Remmbering the Tahoe Airport’s heyday |

Remmbering the Tahoe Airport’s heyday

Sarah Gonser

Much like bell-bottoms, go-go dancers and the illustrious Twiggy, Lake Tahoe Airport enjoyed its heyday in the 1970’s.

Nearly 600,000 passengers flew into Tahoe in 1978 and subsequent years during that decade matched those numbers closely.

But much has changed since that time. The airport – crippled by litigation, airline deregulation, deals gone sour and a rough economy – has suffered severe losses both in business and credibility.

Despite its tumultuous history and rumors to the contrary, the airport remains open and fully functional for both general and commercial aviation. City representatives are in negotiations with commercial carrier America West and start-ups Winair, Frontier Air, Allegiant Air and Tahoe Air.

City Manager Kerry Miller said the airport future looks brighter than it has in a long time, and that through all the turmoil, the city has learned many a valuable lesson.

“Through our recent negotiations we’ve learned that we have a story to tell that the aviation world does not know,” Miller said. “They thought there were so many restrictions here, that the community did not want commercial air service and that carriers lost money here. But they were deeply impressed once they realized how good an opportunity Tahoe is. They re-energized us.”

And energy is exactly what it must take to keep the airport going through all its ups and downs.

First opened by El Dorado County in 1959, the airport became the city’s responsibility in 1983. Concurrently, airline deregulation and subsequent airline mergers turned Lake Tahoe into a low-profit, less-than-desirable destination for major carriers.

“Destinations like Lake Tahoe just became little pieces, unable to compete with other resorts,” said Janis Brand, airport administrative assistant.

Some say airline deregulation was when the airport lost its last chance at becoming a viable commercial service destination.
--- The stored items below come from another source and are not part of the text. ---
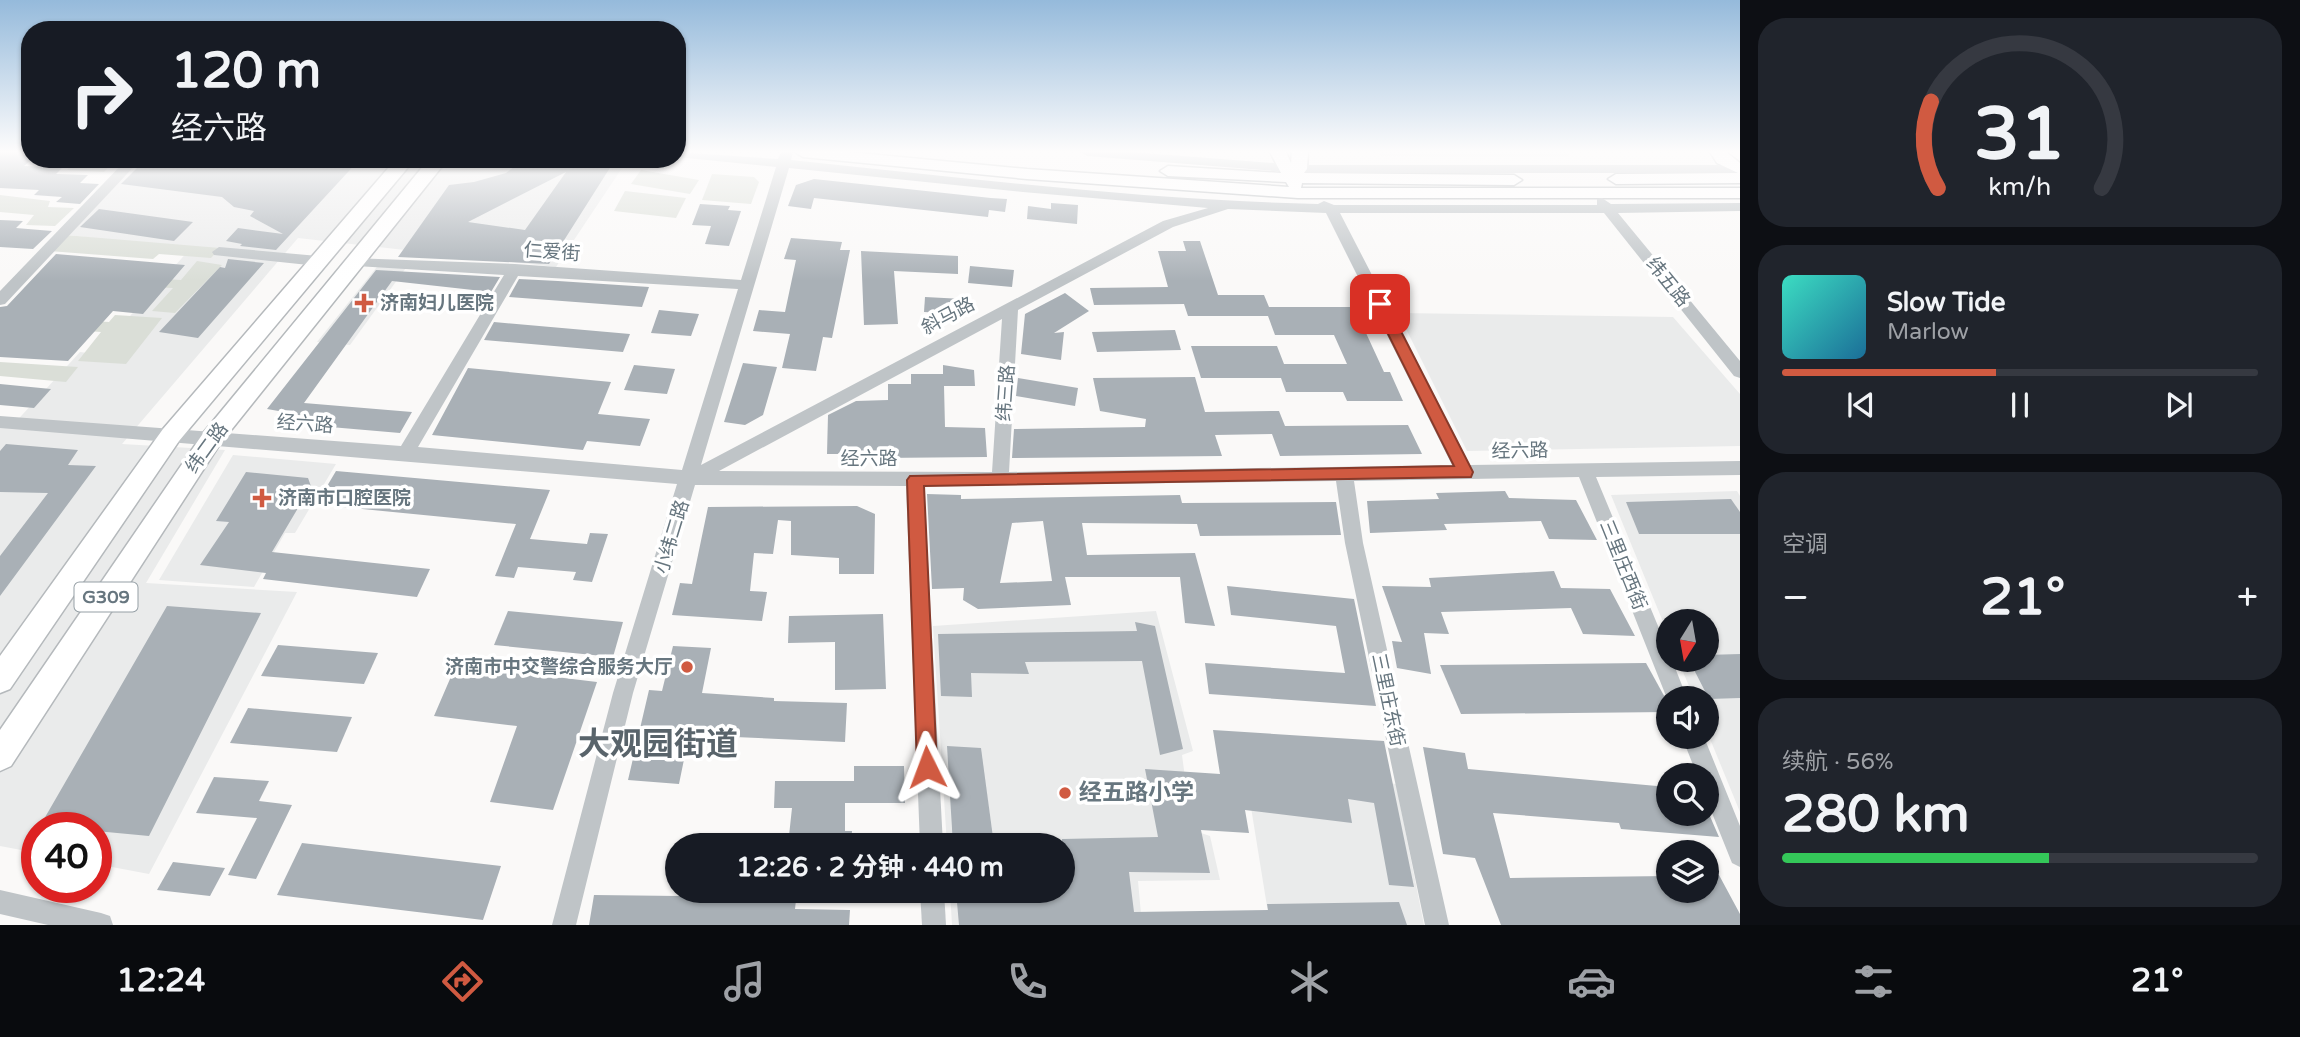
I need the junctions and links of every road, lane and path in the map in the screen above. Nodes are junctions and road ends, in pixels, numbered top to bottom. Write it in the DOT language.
graph roads {
  1 [pos="100,195"];
  2 [pos="375,195"];
  3 [pos="410,195"];
  4 [pos="774,195"];
  5 [pos="1108,195"];
  6 [pos="1315,195"];
  7 [pos="1596,195"];
  8 [pos="1232,205"];
  9 [pos="1740,207"];
  10 [pos="1607,208"];
  11 [pos="1331,209"];
  12 [pos="219,252"];
  13 [pos="318,261"];
  14 [pos="356,261"];
  15 [pos="515,269"];
  16 [pos="746,285"];
  17 [pos="0,300"];
  18 [pos="1012,306"];
  19 [pos="1740,372"];
  20 [pos="0,422"];
  21 [pos="171,435"];
  22 [pos="212,438"];
  23 [pos="406,453"];
  24 [pos="1740,469"];
  25 [pos="1585,471"];
  26 [pos="1465,472"];
  27 [pos="1344,474"];
  28 [pos="690,478"];
  29 [pos="1000,479"];
  30 [pos="915,480"];
  31 [pos="0,680"];
  32 [pos="1672,686"];
  33 [pos="1698,749"];
  34 [pos="0,755"];
  35 [pos="930,833"];
  36 [pos="1740,855"];
  37 [pos="0,902"];
  38 [pos="933,903"];
  39 [pos="101,925"];
  40 [pos="564,925"];
  41 [pos="934,925"];
  42 [pos="1437,925"];
  1 -- 17 [label="street"];
  2 -- 13 [label="highway, 纬二路 / G309"];
  3 -- 14 [label="highway, 纬二路 / G309"];
  4 -- 16 [label="street, 小纬二路"];
  5 -- 8 [label="street"];
  6 -- 11 [label="street"];
  7 -- 10 [label="street, 纬五路"];
  8 -- 11 [label="street"];
  8 -- 18 [label="street, 斜马路"];
  9 -- 10 [label="street"];
  10 -- 11 [label="street"];
  10 -- 19 [label="street, 纬五路"];
  11 -- 26 [label="street"];
  12 -- 13 [label="street"];
  13 -- 21 [label="highway, 纬二路 / G309"];
  14 -- 15 [label="street, 仁爱街"];
  14 -- 22 [label="highway, 纬二路 / G309"];
  15 -- 16 [label="street, 仁爱街"];
  15 -- 23 [label="street"];
  16 -- 28 [label="street, 小纬二路"];
  18 -- 28 [label="street, 斜马路"];
  18 -- 29 [label="street, 纬三路"];
  20 -- 21 [label="street, 经六路"];
  21 -- 22 [label="street, 经六路"];
  21 -- 31 [label="highway, 纬二路 / G309"];
  22 -- 23 [label="street, 经六路"];
  22 -- 34 [label="highway, 纬二路 / G309"];
  23 -- 28 [label="street, 经六路"];
  24 -- 25 [label="street, 经六路"];
  25 -- 26 [label="street, 经六路"];
  25 -- 32 [label="street, 三里庄西街"];
  26 -- 27 [label="street, 经六路"];
  27 -- 29 [label="street, 经六路"];
  27 -- 42 [label="street, 三里庄东街"];
  28 -- 30 [label="street, 经六路"];
  28 -- 40 [label="street, 小纬二路"];
  29 -- 30 [label="street, 经六路"];
  30 -- 35 [label="street"];
  33 -- 36 [label="street"];
  37 -- 39 [label="street"];
  38 -- 41 [label="street"];
}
“Before deregulation, major airlines had to provide service to airports like ours, they had to by law,” said Council Member Bill Crawford. “But after that, it just was not profitable for them to fly here. If it were, they’d be here today wouldn’t they?”

But according to Miller, Lake Tahoe Airport is not alone in its struggle to secure commercial service.

“Since 1990, nearly 240 airports have lost commercial air service due to corporate buy-outs,” Miller said. “We are not alone, in fact, we are caught up in a major industry trend.”

In 1992, the city adopted a 20-year Airport Master Plan which included incremental increases in passenger loads and average daily flight arrivals and departures, and the assumption that all environmental demands would be continually met.

“I feel we shot ourselves in the foot with the Master Plan because commercial carriers said they don’t want to serve airports with restricted service,” Miller said. “But our dilemma is that if we have no major server, then there is no need for other major servers to compete. Once you lose it, it’s extremely hard to get it back.”

The last commercial airline to attempt Tahoe service was Reno Air. In a 1994 independent study, the Lake Tahoe Visitor’s Authority determined that it was possible to get service if it was paid for. In other words, major business owners would have to pool money and pay for every empty seat on scheduled flights. With this subsidy program in place, Reno Air began service in 1994 – and pulled out one year later.

“Our (passenger) numbers rivaled those of other similar destinations, we confirmed that service to Tahoe is a viable thing,” Brand said. “But not in winter. So Reno Air consumed our $1 million local subsidy within two months and pulled out, even though we had an 84.1 percent passenger load in the summer.”

From there, the city faced the challenge of convincing the community that commercial service was viable and would provide a valuable asset to the tourism industry. But according to Miller, it was -and remains- an uphill battle.

“Reno Air was touted in the community as our last chance. So everyone decided, that’s it,” Miller said. “We’ve learned a tremendous amount, including the fact that future involvement needs to be long-term.”

Along with the current negotiations with commercial carriers, Miller said the community will have to participate in creating a viable marketing plan to ensure continued success and income from commercial service.

“The airline business is committed to opportunity cost,” Miller said. “It’s not that they can’t make money from Tahoe, they’ll just make more money elsewhere. So it really depends on how the community can contribute to the equation.”

Along with the commercial service negotiations, the city is continuing its efforts to maintain weather and air traffic control service, as well as focussing on upgrading existing general aviation services.